1

There's a multi-step procedure in the Data Warehouse that generates a temp table with a list of Jobs that will be processed for each batch. Usually this is about 5,000 jobs. By the end of financial aggregation we may be looking at about 500,000 records processed. I've noticed that a very small part of it is giving me an Early Timeout on Optimization for just this part of the stored procedure:

DELETE jfs    
FROM DataWarehouse.dbo.JobFinancialSummary jfs        -- Financials table (> 3,000,000 records with indices)
 INNER JOIN #JobList jl ON jfs.JobID = jl.JobID       -- List of Jobs being processed (avg. of 5,000 records)
 INNER JOIN FiscalPeriod fp ON fp.ID = jfs.FiscalPeriodID    -- Month Reference Table (about 1,000 records)
WHERE fp.[Status] IN (1,2)   -- Last 2 months

The most confusing thing is that this is a relatively simple part of the stored procedure and all of the JOINs are on indices. My only question is how it gets timed out when the optimizer evaluates this. My understanding is that the optimizer gives each statement its own "Budget" but perhaps I'm missing something. Why the timeout here?

marc_s
  • 732,580
  • 175
  • 1,330
  • 1,459
  • 1
    This kind of questions may get more involvement,when these are provided :`table schema along with count,indexes on tables involved,execution plan of query ` – TheGameiswar Sep 02 '16 at 19:42

2 Answers2

2

There are many reasons for delete to be very slow:

Reasons:

  • Table might contain CDC, CT enabled
  • Table might contain triggers which work after operation of delete
  • Table might contain FK references, constraints
  • Table might contain indexed views associated with that table
  • Above all we need to check how transactional this table will be etc.,
  • There are many ways to do delete, Obviously batch delete is faster. First and famous way is to mark these records with soft delete attribute and delete offline during nightly time.
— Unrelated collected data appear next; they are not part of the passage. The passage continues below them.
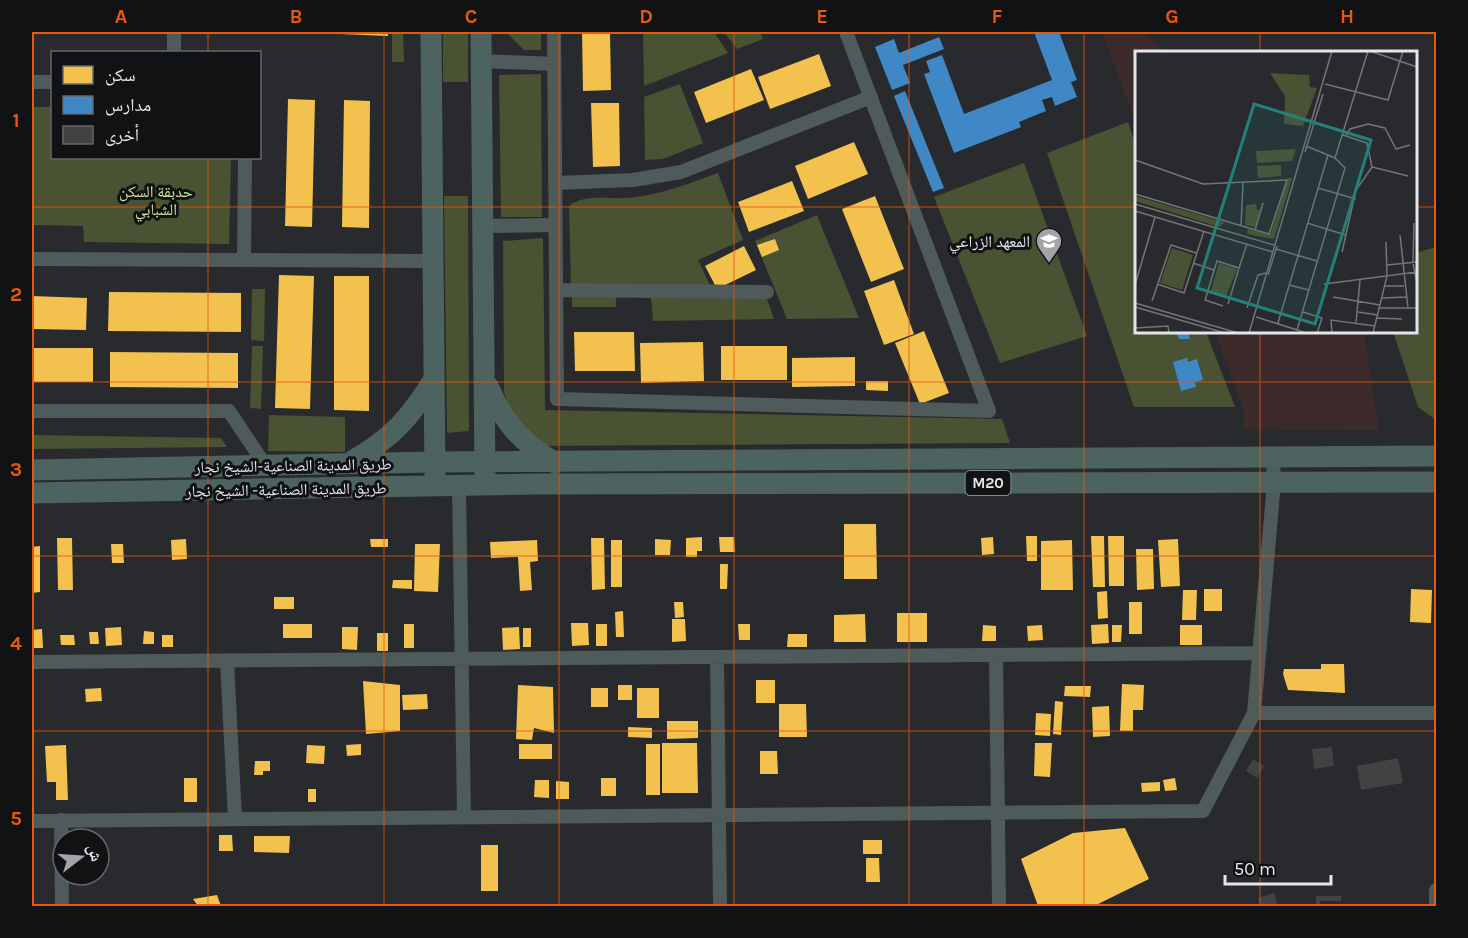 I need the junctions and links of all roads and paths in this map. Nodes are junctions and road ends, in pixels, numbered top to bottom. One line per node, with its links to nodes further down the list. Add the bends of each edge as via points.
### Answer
1 (174, 32): 6 (street)
2 (431, 32): 18 (main road)
3 (481, 32): 7 (main road)
4 (554, 32): 8 (street)
5 (846, 32): 11 (street)
6 (174, 51)
7 (482, 61): 8 (street); 15 (main road)
8 (554, 64): 13 (street)
9 (32, 82): 10 (street)
10 (51, 82)
11 (871, 97): 13 (street, via 681,172 633,180); 19 (street, via 989,411 557,399)
12 (245, 159): 17 (street)
13 (555, 183): 14 (street)
14 (555, 225): 15 (street); 19 (street)
15 (483, 226): 22 (main road)
16 (32, 259): 17 (street)
17 (244, 260): 18 (street)
18 (433, 261): 21 (main road)
19 (556, 290): 20 (street)
20 (767, 292)
21 (434, 378): 26 (main road); 27 (main road, via 400,428)
22 (484, 378): 28 (main road); 29 (main road, via 509,426)
23 (32, 411): 30 (street, via 229,411)
24 (1437, 456): 25 (main road, M20)
25 (1273, 458): 29 (main road, M20); 32 (street)
26 (435, 462): 27 (main road, طريق المدينة الصناعية-الشيخ نجار); 28 (main road, طريق المدينة الصناعية-الشيخ نجار); 34 (main road)
27 (349, 463): 30 (main road, طريق المدينة الصناعية-الشيخ نجار)
28 (485, 463): 29 (main road, طريق المدينة الصناعية-الشيخ نجار); 36 (main road)
29 (555, 463)
30 (265, 465): 31 (main road, طريق المدينة الصناعية-الشيخ نجار)
31 (32, 470)
32 (1274, 482): 33 (main road, M20); 36 (main road, طريق المدينة الصناعية- الشيخ نجار / M20); 38 (street)
33 (1437, 483)
34 (435, 486): 35 (main road, طريق المدينة الصناعية- الشيخ نجار); 37 (main road, طريق المدينة الصناعية- الشيخ نجار)
35 (459, 486): 36 (main road, طريق المدينة الصناعية- الشيخ نجار); 41 (street)
36 (485, 486)
37 (32, 493)
38 (1257, 653): 39 (street); 44 (street)
39 (996, 655): 40 (street); 46 (street)
40 (717, 657): 41 (street); 48 (street)
41 (462, 659): 42 (street); 47 (street)
42 (228, 661): 43 (street); 49 (street)
43 (32, 662)
44 (1254, 713): 45 (street); 46 (street, via 1203,811)
45 (1437, 713)
46 (998, 813): 48 (street); 55 (street)
47 (464, 815): 48 (street); 49 (street)
48 (719, 815): 54 (street)
49 (235, 819): 50 (street)
50 (61, 820): 51 (street); 53 (street)
51 (32, 821)
52 (1437, 890): 56 (street)
53 (62, 906)
54 (720, 906)
55 (999, 906)
56 (1436, 906) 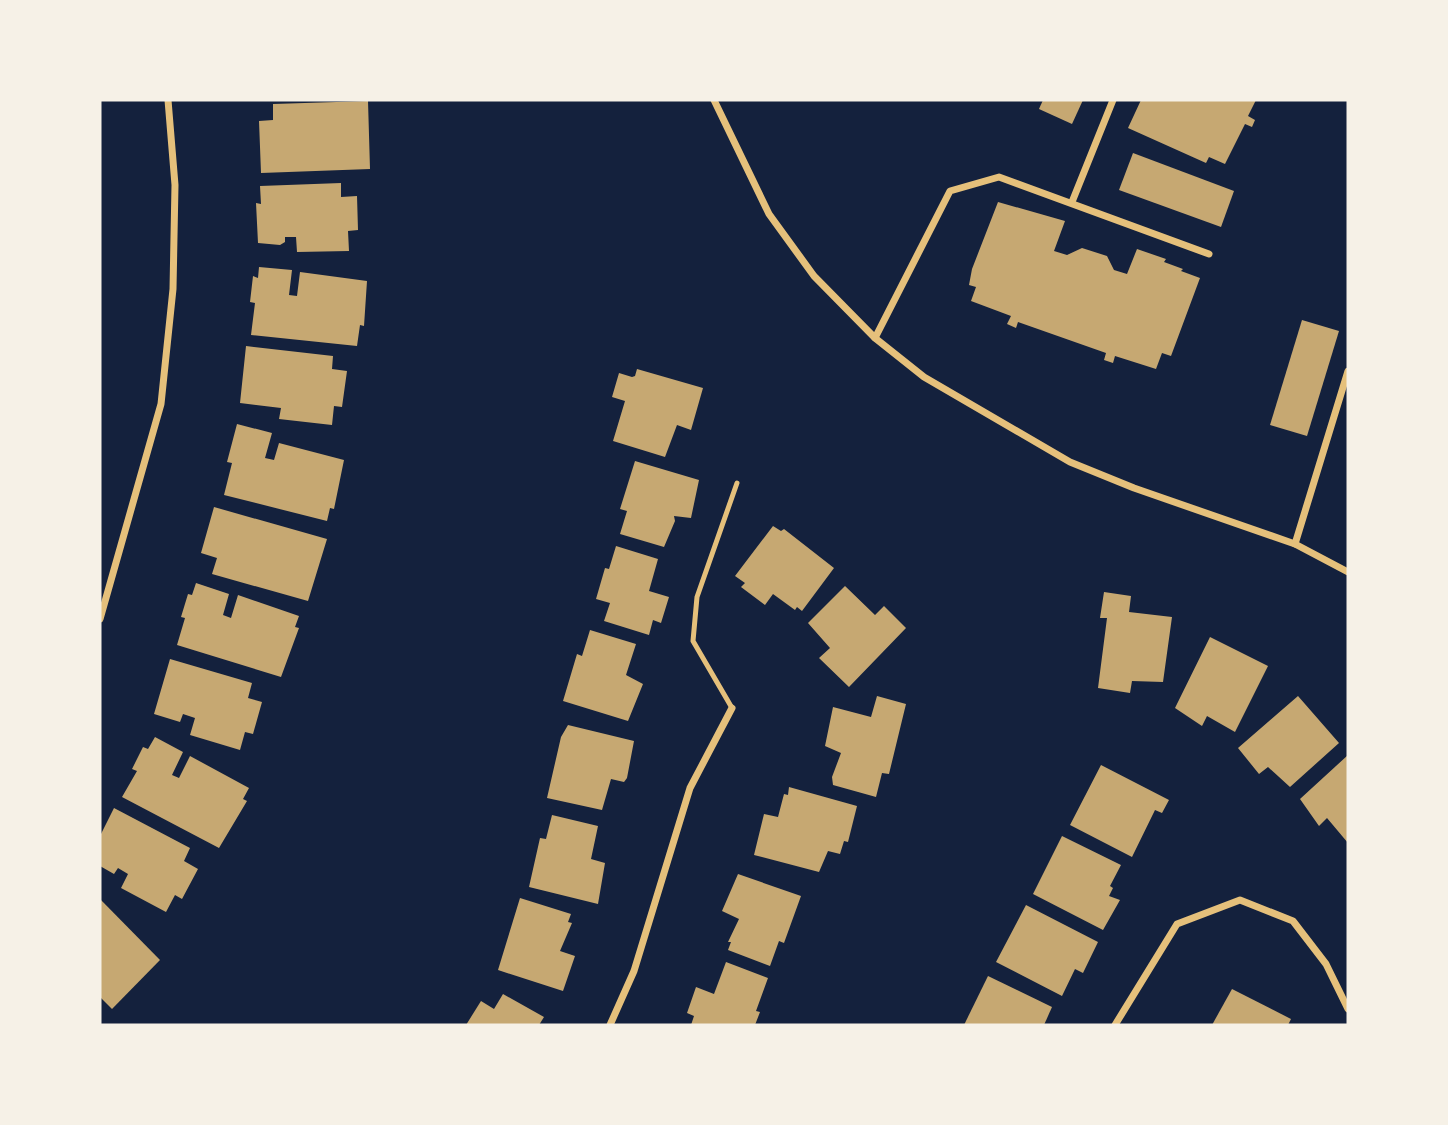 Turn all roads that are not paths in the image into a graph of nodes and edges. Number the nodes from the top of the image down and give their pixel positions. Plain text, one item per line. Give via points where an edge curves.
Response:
1 (168, 100) edge
2 (714, 100) edge
3 (1113, 100) edge
4 (1072, 202) junction
5 (1209, 254) dead end
6 (874, 338) junction
7 (1348, 372) edge
8 (737, 483) dead end
9 (1295, 544) junction
10 (1348, 572) edge
11 (100, 619) edge
12 (732, 708) joint
13 (1348, 1009) edge
14 (610, 1025) edge
15 (1115, 1025) edge

1 - 11 street via 175,185 173,289 161,404
2 - 6 street via 769,214 814,276
3 - 4 street
4 - 5 street
4 - 6 street via 999,177 950,191
6 - 9 street via 924,377 1070,462
7 - 9 street
8 - 12 lane via 697,597 694,641
9 - 10 street
12 - 14 street via 690,788 634,971
13 - 15 street via 1326,964 1293,921 1240,900 1177,925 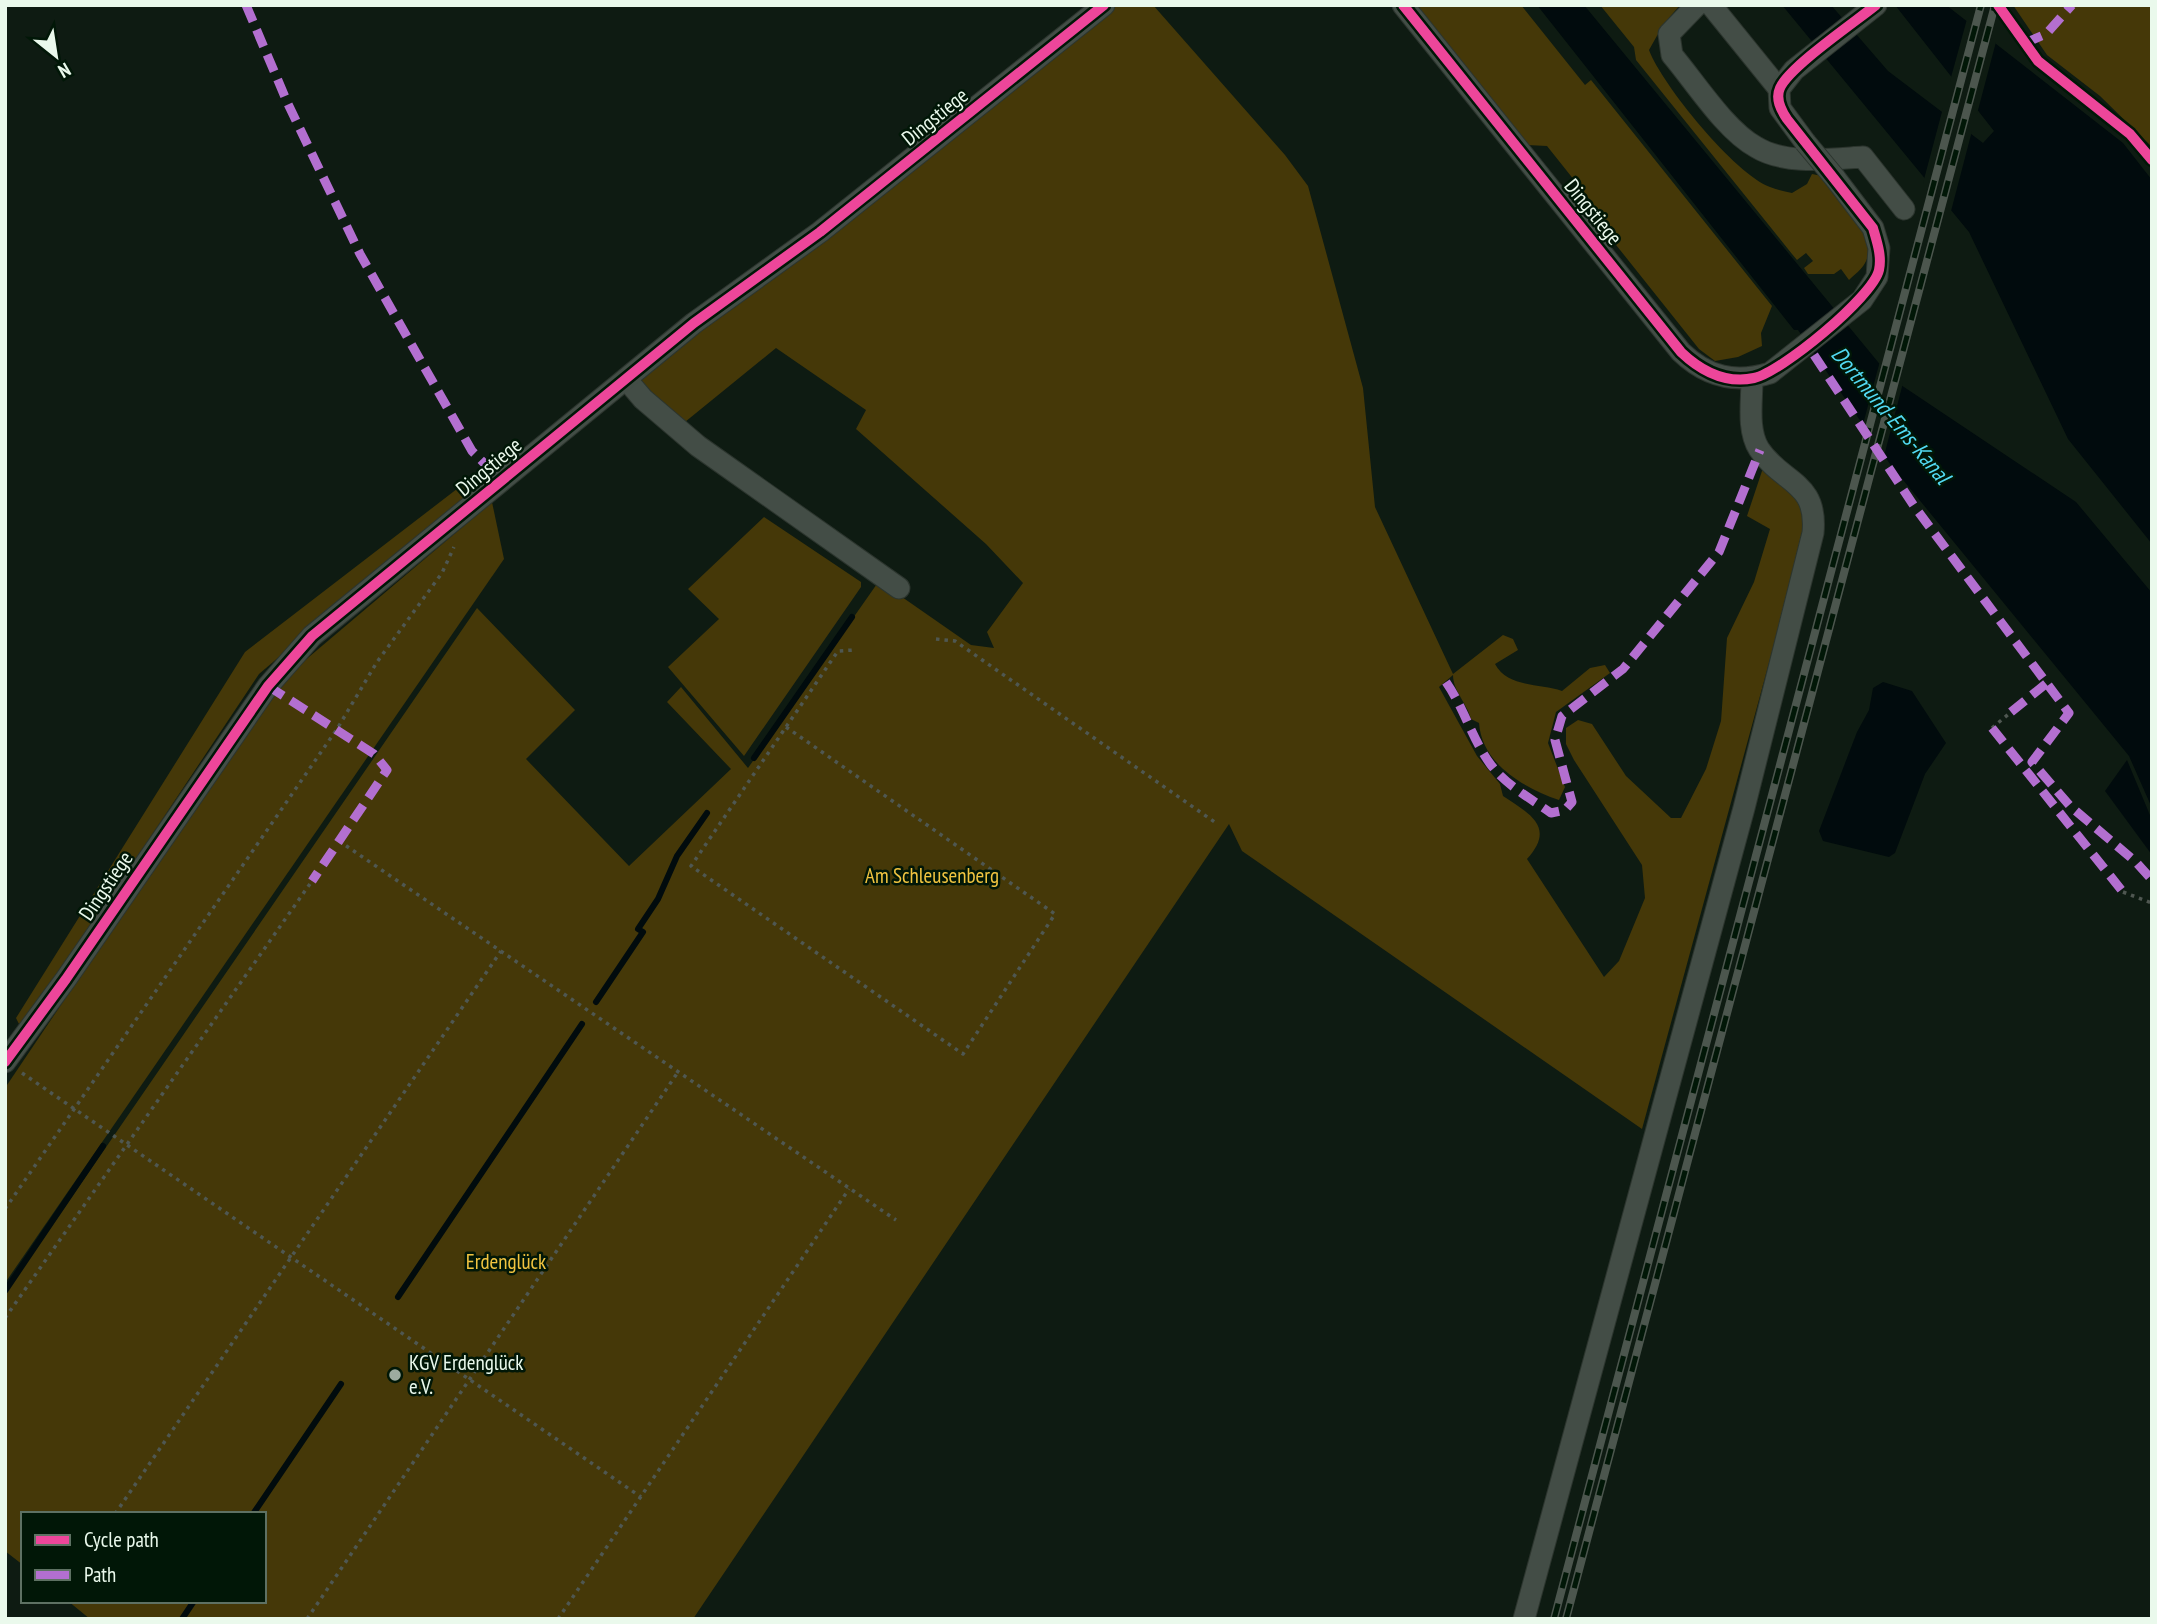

If it is going to be offline delete, to make that delete faster,

then capture clustered index keys for the deleting table

  • Disable indexes, FK's, Constraints as you will be taking care functionally on all these
  • Disable CT, CDC etc on that table if these are not required Create a script for indexed views and then drop the indexed views associated with this table
  • Then delete via batches, you can by setting @@rowCount or top batchsize We can delete any number of records faster this way.

    DELETE TOP 50000 -- based on scenario FROM table1 in loop

Call explicit 'CheckPoint' to make sure records are cleared from transaction log. Also make sure your 'Recovery Model' is 'Simple' not the 'Full' If it is going to be online delete still during daytime mark that as soft delete and in the nightly job run the deletes in very smaller batches

Kannan Kandasamy
  • 13,405
  • 3
  • 25
  • 38
2

It may likely be faster to isolate the rows/entries you want to delete first rather than joining whilst deleting.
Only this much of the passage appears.